No, not about the fantasy-horror with Daniel Radcliffe in the main role. Huntsville Symphony’s 5th Classical concert this season was about different horns like the post horn, a tuba and French horns. Our soloist on Saturday, playing the Tuba Concerto by Williams was my good friend and amazing musician- Alan Baer, Principal Tuba, New York Philharmonic.
http://www.baertracksmusic.com
I conducted this beautiful piece a long time ago, but with a bass trombone soloist. In all honesty, the piece works much better with tuba. I am surprised that it is not on the repertoire of all the orchestras around the world. I guess it takes some courage to invite a tuba player as a soloist instead of a violinist or a piano player :). The audience loved the piece and rewarded the performance with a long standing ovation.

The second half of the concert started with one of my all time favorite compositions, the Sextet from the opera ‘Capriccio’ by Richard Strauss (I rearranged it for a small string orchestra) and ended with Till Eulenspiegel’s Marry Pranks.

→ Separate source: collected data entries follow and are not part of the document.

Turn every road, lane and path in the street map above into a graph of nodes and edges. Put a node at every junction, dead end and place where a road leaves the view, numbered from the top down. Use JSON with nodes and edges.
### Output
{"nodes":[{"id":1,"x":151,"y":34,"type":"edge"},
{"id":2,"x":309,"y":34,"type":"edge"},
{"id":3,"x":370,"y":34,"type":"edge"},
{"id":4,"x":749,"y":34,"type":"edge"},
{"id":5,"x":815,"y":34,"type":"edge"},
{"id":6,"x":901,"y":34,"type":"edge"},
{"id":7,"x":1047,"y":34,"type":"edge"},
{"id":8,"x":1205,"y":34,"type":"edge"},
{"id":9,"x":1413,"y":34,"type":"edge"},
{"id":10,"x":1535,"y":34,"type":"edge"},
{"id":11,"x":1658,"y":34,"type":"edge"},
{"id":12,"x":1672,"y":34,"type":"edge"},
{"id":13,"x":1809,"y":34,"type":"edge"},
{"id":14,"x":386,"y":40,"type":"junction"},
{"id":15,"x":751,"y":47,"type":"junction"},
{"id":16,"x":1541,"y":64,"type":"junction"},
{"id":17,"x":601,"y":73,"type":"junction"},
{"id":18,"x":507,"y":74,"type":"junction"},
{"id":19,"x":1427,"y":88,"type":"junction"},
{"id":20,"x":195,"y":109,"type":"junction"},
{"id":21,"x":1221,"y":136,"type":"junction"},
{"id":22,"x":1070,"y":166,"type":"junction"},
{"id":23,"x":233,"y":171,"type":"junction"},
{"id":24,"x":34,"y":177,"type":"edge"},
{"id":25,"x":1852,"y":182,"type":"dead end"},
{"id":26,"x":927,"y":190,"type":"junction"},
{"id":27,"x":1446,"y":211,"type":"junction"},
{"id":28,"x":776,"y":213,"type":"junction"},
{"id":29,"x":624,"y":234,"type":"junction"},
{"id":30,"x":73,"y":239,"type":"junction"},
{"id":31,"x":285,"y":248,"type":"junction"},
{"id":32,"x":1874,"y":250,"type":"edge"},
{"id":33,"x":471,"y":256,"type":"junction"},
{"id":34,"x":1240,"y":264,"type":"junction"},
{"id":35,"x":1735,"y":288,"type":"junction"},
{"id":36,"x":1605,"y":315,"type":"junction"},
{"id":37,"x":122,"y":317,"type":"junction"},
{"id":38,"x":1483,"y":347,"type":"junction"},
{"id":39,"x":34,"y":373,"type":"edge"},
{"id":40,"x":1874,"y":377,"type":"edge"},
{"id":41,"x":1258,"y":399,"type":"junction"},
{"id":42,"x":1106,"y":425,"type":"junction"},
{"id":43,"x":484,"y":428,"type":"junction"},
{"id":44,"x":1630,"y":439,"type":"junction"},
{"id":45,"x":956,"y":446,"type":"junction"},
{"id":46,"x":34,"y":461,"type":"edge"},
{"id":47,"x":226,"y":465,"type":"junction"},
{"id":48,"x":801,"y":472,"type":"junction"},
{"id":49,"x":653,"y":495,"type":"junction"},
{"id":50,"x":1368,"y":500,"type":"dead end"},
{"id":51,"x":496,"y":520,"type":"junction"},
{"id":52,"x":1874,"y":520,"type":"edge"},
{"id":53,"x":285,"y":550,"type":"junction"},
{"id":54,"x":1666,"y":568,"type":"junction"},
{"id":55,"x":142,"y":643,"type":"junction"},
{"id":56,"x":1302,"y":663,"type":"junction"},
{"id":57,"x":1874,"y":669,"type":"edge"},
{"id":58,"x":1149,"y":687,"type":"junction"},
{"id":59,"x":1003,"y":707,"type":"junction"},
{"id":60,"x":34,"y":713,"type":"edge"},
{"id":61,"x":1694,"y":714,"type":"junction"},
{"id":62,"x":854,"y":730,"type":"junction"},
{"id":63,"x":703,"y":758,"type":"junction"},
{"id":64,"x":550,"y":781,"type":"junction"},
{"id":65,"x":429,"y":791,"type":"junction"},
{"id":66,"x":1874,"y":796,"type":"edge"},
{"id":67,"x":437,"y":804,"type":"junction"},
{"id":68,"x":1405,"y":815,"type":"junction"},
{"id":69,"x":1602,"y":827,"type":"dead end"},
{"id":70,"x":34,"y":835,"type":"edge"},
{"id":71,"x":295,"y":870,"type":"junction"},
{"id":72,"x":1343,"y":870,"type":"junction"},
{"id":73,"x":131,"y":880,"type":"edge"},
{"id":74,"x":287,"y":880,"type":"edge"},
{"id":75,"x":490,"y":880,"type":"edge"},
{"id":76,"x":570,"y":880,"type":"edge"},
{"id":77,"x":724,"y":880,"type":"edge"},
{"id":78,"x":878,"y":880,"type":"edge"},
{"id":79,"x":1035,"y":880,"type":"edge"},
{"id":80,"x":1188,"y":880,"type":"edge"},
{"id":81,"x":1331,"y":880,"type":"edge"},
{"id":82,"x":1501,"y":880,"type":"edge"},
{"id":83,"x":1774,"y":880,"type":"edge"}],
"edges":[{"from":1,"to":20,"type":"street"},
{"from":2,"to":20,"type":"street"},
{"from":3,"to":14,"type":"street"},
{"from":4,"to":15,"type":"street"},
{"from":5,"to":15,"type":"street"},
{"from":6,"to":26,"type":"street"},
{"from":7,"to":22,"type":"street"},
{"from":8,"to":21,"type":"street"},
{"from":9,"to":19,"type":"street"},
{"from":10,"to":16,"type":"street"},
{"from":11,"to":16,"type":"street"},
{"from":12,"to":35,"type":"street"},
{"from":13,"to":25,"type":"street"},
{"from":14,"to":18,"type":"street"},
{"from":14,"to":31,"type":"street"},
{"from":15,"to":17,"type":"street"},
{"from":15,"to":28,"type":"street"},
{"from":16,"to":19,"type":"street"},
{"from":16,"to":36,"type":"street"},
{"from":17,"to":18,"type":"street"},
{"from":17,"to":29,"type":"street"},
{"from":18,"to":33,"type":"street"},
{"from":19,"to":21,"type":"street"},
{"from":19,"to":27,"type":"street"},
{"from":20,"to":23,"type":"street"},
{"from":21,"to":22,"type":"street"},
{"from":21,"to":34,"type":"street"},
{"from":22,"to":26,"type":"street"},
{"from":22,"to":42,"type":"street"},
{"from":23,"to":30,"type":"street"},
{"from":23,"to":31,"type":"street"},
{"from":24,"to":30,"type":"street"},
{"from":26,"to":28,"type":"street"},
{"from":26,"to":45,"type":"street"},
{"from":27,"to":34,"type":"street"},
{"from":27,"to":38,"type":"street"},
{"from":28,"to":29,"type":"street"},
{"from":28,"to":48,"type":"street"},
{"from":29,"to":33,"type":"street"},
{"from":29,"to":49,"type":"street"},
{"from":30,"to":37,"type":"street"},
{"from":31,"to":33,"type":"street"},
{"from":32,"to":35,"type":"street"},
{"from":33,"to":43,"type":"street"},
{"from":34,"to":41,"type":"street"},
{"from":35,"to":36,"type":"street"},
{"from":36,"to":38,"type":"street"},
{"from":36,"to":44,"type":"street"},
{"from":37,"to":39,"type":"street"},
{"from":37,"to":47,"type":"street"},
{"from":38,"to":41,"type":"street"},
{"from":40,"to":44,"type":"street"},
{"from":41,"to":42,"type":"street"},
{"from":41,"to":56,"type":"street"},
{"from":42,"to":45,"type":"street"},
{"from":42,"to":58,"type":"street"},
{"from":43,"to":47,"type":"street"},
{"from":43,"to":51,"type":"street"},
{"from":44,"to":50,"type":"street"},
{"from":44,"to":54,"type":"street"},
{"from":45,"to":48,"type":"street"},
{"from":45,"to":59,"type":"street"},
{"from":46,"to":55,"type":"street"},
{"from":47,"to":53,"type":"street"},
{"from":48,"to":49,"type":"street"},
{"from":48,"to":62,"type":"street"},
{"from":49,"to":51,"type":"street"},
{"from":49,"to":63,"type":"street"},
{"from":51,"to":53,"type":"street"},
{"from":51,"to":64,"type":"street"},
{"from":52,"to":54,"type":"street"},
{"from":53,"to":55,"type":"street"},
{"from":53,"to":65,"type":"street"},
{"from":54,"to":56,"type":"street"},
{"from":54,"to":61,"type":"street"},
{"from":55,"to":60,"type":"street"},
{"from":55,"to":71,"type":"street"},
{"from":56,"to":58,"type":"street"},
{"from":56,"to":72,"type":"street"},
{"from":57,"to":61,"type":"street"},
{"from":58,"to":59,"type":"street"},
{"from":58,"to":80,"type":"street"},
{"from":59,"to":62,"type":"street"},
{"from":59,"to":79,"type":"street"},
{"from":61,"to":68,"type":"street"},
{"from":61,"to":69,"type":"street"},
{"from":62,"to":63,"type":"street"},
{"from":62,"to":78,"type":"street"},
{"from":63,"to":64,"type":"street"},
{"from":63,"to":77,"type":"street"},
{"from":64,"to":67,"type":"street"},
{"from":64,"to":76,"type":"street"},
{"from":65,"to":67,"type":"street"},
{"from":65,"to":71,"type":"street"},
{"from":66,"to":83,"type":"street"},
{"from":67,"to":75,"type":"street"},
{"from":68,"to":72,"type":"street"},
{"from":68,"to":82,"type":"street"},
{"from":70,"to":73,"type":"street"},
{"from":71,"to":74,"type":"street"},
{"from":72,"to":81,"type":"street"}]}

HSO rocked the piece!

In the first half, as an homage to Richard Strauss’s admiration for Mozart’s music we performed the Posthorn Serenade. I had the flutes, oboes and bassoons seated in the front of the orchestra. This emphasized the fact, that the two middle movements of the Serenade are really a hidden Sinfonia Concertante for woodwind instruments.
Chris Coletti http://www.trumpetchris.com
played the famous Post horn solo beautifully. Other than the famous 2nd Trio of the 2nd Menuet with the post horn in it, the trumpet section played on natural trumpets for the entire piece.

One more casual classic about The Science of Music and a classical concert with Liszt, Bartok and Brahms on the program are in store for this season with the HSO. Visit our website for details!
http://www.hso.org

Paris, Weimar, Budapest

The international conducting workshop organized by
http://www.eotvosmusicfoundation.org
has begun. 14 students from Paris, Weimar and Budapest are working with three professors:
Ulrich Poehl
http://www.ulrichpoehl.com
Jean-Philippe Wurtz
http://www.ensemble-linea.com
and myself.
Tomorrow afternoon the members of
http://www.thrensemble.com
will be joining us.
On the program:
Philippe Manoury: Passacaille pour Tokyo
Pierre Boulez: Derive 2
Matthias Pintscher: Occultation
Hindemith: Kammermusik no.1

We are all lucky to enjoy the luxurious facilities of the Budapest Music Center.
http://bmc.hu

The conducting workshop is supported by
Institute Francais Budapest
http://www.franciaintezet.hu
Goethe Institut Ungarn
http://www.goethe.de/ins/hu/bud/huindex.htm
Liszt Music Academy
http://zeneakademia.hu

Three Heroes (Radio Symphony Season Finale)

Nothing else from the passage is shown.